■ DATASET ■
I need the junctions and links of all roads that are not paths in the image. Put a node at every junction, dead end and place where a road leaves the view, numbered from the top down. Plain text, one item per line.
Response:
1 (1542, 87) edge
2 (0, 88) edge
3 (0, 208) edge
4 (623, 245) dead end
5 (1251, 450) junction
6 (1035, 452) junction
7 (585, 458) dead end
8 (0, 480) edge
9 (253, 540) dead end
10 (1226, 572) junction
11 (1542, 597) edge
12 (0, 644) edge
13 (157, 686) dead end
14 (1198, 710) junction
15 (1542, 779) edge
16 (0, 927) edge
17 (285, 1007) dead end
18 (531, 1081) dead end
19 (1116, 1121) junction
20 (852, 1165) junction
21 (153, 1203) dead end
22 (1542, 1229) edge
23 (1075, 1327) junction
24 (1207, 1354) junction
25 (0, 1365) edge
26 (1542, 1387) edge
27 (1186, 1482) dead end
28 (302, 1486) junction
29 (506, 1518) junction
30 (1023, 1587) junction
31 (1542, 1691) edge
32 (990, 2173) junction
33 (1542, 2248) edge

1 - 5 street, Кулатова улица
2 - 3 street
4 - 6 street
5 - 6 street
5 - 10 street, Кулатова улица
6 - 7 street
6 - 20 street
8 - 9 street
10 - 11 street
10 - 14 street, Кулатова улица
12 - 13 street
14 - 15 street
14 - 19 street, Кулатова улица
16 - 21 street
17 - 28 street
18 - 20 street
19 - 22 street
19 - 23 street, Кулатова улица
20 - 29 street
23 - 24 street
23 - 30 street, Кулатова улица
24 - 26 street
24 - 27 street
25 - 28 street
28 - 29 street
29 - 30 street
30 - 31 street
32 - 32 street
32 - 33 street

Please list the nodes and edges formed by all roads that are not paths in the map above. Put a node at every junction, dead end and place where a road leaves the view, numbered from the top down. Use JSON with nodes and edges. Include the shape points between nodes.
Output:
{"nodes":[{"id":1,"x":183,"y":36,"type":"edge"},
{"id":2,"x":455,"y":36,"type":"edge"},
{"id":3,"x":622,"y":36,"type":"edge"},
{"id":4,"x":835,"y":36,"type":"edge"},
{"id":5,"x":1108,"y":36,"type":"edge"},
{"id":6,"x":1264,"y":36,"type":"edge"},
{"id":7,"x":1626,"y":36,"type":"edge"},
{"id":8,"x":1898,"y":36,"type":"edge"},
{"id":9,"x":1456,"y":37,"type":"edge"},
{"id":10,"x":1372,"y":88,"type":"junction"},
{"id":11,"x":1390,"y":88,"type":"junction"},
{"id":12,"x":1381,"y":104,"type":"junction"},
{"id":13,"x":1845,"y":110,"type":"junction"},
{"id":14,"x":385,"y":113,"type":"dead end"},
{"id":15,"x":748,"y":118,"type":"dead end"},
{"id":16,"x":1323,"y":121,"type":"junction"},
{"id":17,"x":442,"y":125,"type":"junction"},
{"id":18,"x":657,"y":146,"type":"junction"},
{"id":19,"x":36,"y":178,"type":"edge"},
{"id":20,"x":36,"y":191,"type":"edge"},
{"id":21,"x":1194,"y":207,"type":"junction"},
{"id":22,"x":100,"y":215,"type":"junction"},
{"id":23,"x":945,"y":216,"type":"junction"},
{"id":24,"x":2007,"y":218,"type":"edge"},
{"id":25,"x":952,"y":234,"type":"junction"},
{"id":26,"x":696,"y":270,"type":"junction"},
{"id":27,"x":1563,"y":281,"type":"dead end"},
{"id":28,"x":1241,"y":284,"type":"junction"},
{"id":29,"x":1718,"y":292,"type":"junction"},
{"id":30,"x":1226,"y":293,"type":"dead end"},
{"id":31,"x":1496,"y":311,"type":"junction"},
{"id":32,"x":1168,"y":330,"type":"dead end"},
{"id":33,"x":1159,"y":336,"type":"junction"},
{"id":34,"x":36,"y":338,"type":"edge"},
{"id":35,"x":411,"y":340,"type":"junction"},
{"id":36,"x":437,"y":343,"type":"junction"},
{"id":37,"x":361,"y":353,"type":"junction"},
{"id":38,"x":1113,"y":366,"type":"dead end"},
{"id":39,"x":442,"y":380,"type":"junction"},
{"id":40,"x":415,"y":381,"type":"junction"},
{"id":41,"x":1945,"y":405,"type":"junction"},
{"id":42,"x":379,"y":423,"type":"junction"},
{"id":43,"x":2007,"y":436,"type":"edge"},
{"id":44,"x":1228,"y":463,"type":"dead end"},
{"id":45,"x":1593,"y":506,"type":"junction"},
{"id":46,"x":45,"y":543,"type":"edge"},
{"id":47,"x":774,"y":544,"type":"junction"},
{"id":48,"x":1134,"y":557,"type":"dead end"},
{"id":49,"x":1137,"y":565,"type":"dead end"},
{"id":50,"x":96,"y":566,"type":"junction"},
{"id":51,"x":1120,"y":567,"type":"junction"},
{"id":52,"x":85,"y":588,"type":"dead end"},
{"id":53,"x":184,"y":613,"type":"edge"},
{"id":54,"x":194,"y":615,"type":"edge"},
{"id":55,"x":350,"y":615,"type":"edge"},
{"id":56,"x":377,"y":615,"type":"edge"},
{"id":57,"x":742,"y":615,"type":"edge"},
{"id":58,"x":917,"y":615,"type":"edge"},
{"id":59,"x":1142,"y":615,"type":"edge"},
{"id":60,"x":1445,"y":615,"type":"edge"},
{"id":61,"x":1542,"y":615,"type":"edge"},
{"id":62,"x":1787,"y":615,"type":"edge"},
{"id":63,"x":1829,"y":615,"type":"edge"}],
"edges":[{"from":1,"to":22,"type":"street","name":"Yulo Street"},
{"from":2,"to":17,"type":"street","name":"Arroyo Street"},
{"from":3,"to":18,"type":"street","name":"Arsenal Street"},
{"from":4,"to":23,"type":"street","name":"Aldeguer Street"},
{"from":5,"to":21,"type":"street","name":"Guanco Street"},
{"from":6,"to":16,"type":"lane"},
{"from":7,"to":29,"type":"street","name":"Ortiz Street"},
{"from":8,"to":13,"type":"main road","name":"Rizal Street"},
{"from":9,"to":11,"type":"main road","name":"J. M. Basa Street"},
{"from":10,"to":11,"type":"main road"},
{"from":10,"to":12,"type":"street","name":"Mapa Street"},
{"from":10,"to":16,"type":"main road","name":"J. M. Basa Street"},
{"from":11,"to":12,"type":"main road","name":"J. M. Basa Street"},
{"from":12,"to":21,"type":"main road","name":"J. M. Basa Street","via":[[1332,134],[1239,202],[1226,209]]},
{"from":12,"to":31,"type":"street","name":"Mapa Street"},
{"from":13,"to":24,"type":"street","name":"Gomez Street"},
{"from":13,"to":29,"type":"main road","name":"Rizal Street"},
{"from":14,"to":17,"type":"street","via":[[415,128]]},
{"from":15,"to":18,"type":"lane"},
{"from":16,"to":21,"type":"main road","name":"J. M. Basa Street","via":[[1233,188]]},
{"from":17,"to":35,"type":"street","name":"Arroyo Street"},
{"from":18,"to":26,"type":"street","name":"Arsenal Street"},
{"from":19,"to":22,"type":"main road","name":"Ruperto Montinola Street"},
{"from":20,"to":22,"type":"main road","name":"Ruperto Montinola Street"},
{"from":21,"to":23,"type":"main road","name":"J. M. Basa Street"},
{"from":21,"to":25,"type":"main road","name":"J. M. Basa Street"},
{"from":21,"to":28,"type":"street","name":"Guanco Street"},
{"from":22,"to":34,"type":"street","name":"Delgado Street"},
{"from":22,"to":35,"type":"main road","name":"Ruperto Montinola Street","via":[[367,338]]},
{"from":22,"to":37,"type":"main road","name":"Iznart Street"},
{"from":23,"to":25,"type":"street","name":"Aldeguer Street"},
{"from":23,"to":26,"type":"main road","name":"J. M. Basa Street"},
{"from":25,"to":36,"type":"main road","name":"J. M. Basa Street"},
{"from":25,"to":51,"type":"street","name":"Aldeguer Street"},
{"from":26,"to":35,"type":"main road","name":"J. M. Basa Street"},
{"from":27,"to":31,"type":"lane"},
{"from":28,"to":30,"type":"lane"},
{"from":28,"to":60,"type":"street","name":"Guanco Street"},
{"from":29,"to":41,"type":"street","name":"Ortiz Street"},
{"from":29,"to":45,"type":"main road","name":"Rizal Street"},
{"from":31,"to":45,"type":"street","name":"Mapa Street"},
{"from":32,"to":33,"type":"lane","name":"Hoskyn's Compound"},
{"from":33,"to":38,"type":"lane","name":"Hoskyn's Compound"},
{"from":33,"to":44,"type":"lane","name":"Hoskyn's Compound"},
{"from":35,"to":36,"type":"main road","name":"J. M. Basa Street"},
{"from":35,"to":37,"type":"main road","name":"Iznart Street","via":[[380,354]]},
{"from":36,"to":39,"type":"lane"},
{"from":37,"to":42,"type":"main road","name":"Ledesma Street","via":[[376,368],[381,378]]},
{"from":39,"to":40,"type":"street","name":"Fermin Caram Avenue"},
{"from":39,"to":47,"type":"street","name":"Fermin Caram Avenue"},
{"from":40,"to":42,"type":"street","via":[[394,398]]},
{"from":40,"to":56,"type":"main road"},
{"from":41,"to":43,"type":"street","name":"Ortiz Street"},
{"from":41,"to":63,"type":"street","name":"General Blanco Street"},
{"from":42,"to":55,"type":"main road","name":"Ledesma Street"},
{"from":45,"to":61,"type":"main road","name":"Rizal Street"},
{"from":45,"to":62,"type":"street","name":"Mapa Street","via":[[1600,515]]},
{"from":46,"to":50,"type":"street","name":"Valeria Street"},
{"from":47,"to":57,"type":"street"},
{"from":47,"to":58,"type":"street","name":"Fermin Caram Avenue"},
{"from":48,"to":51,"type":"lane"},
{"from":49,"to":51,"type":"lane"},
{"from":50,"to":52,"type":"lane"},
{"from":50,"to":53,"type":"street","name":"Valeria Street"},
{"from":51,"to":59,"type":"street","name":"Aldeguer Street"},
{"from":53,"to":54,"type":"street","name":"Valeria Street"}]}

■ TASK INSTRUCTIONS ■
Where does the string "leaves" appear in the records above? Return every line that holds it.

■ SOLUTION TO THIS EXERCISE ■
I need the junctions and links of all roads that are not paths in the image. Put a node at every junction, dead end and place where a road leaves the view, numbered from the top down. Plain text, one item per line.
Please list the nodes and edges formed by all roads that are not paths in the map above. Put a node at every junction, dead end and place where a road leaves the view, numbered from the top down. Use JSON with nodes and edges. Include the shape points between nodes.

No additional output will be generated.